Practically speaking yes, this will almost certainly be a step-down transformer, but I would agree with those other teachers: it can't really be concluded from the wire thickness. It's perfectly possible to build a transformer in which the secondary coil has more windings, but nevertheless use thicker wire.

As John Rennie explained, this doesn't normally make sense, because then there would be more AC current in the thinner primary wire than in the secondary, though that could cope with more. However, that's not necessarily the only current that's relevant: there are many applications where the voltage stepping is not even the reason to use a transformer but to decouple voltages and/or currents. In particular, you could have a high DC current or low-frequency AC flowing on the secondary side, and use the transformer to modulate a much weaker, high-frequency control signal on top of it. In this case, you will need a thicker wire on the secondary side regardless of the winding ratio.


The thickness of the wire determines the maximum current the wire can carry without overheating. Thicker wire means a greater current.

With a transformer the power coming into the primary, $P_p = V_pI_p$, is the same as the power coming out of the secondary, $P_s = V_sI_s$, (less a few resistive losses) and this means $VI$ is constant.

  • For a step down transformer $V_p \gt V_s$ so $I_s \gt I_p$ - the current in the secondary is higher than the current in the primary so the secondary needs to be wound with thicker wire.

  • For a step up transformer $V_s \gt V_p$ so $I_p \gt I_s$ - the current in the primary is higher than the current in the secondary so the primary needs to be wound with thicker wire.


In a transformer the thicker wire is usually the one that carries a larger current.

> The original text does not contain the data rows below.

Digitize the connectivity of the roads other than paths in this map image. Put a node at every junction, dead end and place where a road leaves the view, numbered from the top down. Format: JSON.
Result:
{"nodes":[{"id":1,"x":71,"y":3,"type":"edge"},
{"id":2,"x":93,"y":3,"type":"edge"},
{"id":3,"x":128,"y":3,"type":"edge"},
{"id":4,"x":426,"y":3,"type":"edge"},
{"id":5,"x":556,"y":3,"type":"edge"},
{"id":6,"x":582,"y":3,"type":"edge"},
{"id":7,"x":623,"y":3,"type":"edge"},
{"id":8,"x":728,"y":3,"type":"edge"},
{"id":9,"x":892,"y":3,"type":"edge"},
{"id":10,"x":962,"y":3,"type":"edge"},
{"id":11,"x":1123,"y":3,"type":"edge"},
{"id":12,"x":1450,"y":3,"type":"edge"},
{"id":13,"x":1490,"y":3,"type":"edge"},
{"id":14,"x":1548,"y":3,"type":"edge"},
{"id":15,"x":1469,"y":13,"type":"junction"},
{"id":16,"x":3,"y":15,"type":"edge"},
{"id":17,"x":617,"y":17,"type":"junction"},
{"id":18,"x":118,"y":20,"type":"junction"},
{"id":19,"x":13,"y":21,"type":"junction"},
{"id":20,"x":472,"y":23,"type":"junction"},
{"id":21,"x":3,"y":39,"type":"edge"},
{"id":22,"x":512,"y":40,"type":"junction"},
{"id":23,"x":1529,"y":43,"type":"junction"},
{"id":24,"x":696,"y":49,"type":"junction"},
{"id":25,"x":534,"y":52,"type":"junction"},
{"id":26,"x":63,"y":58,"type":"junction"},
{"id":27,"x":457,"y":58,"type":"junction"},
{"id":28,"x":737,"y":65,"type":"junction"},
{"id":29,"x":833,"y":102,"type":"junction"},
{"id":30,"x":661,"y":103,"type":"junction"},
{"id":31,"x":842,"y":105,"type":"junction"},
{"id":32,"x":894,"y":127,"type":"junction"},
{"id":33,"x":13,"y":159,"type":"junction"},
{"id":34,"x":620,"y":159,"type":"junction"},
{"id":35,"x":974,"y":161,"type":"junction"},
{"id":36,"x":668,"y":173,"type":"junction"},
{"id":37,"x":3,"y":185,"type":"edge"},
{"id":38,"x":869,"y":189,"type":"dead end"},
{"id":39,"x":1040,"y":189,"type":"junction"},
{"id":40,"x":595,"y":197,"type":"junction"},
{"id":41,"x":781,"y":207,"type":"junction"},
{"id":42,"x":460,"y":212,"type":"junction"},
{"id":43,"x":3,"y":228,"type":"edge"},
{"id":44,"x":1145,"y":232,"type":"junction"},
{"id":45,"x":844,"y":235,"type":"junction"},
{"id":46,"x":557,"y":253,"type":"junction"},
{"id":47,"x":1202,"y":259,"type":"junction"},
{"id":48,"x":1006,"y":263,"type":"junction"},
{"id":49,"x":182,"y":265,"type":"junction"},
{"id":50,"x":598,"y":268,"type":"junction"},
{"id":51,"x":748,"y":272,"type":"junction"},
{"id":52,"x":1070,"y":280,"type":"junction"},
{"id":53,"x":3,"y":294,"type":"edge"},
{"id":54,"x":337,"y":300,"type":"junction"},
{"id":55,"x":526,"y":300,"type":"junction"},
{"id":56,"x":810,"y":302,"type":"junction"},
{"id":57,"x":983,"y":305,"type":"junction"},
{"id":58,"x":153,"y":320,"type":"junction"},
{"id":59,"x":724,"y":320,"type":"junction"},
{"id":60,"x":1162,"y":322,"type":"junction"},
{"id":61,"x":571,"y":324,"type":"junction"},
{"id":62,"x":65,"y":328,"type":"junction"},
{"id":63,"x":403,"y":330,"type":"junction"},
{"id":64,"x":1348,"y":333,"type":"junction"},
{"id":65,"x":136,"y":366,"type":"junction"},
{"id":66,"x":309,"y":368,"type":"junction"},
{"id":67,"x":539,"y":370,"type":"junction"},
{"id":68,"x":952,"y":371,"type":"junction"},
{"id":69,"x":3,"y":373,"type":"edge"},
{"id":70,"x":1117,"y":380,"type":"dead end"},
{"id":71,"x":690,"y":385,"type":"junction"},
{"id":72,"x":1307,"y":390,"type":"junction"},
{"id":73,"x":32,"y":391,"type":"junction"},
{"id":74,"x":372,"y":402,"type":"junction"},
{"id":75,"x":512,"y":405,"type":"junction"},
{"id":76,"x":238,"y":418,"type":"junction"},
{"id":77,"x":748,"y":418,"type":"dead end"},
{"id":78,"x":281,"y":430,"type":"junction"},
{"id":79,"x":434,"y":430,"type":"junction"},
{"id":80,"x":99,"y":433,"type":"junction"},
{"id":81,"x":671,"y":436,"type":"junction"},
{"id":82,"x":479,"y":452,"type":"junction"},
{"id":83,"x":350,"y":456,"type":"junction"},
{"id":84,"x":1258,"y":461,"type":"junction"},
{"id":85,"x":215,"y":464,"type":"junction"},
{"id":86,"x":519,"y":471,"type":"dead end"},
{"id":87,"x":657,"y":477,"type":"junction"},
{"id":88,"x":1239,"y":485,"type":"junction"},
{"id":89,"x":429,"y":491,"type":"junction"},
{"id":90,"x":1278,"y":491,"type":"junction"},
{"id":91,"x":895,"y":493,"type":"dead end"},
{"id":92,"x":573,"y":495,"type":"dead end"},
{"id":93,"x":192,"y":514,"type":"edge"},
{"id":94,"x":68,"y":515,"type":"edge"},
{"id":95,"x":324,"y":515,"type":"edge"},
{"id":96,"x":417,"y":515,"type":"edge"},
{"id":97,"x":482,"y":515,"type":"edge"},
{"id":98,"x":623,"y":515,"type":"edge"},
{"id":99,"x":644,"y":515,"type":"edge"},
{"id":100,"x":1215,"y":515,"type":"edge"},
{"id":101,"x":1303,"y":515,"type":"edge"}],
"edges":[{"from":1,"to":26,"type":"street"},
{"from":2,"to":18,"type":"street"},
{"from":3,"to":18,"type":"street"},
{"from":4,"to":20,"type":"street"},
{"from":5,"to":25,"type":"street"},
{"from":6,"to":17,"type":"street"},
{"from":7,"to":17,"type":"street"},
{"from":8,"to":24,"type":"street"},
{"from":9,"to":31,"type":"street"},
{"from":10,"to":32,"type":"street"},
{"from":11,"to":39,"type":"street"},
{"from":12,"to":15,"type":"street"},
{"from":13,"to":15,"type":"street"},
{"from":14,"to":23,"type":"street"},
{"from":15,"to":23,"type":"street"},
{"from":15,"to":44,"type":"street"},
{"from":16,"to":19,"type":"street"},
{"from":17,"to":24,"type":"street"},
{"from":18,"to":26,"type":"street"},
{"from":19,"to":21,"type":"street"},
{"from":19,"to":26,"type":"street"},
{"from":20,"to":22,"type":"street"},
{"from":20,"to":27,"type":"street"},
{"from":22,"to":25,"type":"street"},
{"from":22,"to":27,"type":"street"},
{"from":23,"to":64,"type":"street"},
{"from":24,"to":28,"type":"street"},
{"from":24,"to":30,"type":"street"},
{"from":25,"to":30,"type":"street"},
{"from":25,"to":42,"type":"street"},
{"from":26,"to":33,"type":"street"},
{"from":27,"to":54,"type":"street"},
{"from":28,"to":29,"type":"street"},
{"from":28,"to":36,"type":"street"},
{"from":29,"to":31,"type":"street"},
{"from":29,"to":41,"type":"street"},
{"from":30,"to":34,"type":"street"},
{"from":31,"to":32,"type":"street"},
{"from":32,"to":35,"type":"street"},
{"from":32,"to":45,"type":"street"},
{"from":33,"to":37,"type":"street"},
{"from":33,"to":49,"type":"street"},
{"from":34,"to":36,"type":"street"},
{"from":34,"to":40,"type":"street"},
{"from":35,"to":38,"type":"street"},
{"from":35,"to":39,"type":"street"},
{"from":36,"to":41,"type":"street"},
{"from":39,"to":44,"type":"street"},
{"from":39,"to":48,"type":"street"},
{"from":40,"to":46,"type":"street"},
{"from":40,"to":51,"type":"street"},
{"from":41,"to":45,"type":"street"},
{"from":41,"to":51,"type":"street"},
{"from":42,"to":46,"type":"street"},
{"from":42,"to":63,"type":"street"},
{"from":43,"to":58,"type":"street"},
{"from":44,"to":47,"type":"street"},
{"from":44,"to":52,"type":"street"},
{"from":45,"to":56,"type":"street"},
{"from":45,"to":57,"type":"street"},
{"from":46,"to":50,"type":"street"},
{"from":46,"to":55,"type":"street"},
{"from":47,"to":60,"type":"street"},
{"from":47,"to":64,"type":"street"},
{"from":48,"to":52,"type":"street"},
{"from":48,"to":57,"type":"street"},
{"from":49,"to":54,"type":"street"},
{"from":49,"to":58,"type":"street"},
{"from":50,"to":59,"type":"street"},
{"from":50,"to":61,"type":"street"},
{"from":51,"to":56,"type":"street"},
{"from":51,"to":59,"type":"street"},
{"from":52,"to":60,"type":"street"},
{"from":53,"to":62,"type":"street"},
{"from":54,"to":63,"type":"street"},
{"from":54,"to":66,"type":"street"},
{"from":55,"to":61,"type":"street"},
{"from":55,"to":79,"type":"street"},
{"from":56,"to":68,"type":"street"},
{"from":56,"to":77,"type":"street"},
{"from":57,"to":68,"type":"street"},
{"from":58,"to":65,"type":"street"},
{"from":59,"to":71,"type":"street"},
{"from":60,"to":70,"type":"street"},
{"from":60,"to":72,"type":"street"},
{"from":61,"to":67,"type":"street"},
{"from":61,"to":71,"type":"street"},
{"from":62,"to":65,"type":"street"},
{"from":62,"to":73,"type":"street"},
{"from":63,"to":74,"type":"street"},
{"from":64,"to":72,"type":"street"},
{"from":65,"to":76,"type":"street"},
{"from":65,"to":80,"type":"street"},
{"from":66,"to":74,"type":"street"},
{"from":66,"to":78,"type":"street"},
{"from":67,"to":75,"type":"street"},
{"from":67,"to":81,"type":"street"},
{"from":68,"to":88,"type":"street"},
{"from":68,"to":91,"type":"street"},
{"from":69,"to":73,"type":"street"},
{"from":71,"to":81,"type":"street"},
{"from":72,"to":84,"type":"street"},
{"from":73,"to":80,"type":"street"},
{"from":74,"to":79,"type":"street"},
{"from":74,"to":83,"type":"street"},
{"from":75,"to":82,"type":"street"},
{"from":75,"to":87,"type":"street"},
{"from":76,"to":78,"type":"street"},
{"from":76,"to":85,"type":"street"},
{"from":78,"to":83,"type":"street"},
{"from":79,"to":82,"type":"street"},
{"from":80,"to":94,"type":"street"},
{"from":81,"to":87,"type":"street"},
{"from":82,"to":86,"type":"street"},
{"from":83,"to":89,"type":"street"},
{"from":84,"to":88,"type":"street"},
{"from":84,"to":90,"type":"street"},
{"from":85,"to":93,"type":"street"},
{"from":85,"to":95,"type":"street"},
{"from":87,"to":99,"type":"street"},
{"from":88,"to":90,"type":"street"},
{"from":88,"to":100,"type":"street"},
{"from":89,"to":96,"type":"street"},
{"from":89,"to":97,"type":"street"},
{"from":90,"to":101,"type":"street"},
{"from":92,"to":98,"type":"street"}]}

According to the simple formula relating the voltages and currents in a transformer $V_1 I_1=V_2 I_2$, you have the larger current at the lower voltage terminal. Thus if the primary voltage of this transformer is the mains voltage, then this is a step down transformer to a lower voltage. The ratio of the voltages of a transformer is given by the ratio of the number of turns of the primary and secondary coil.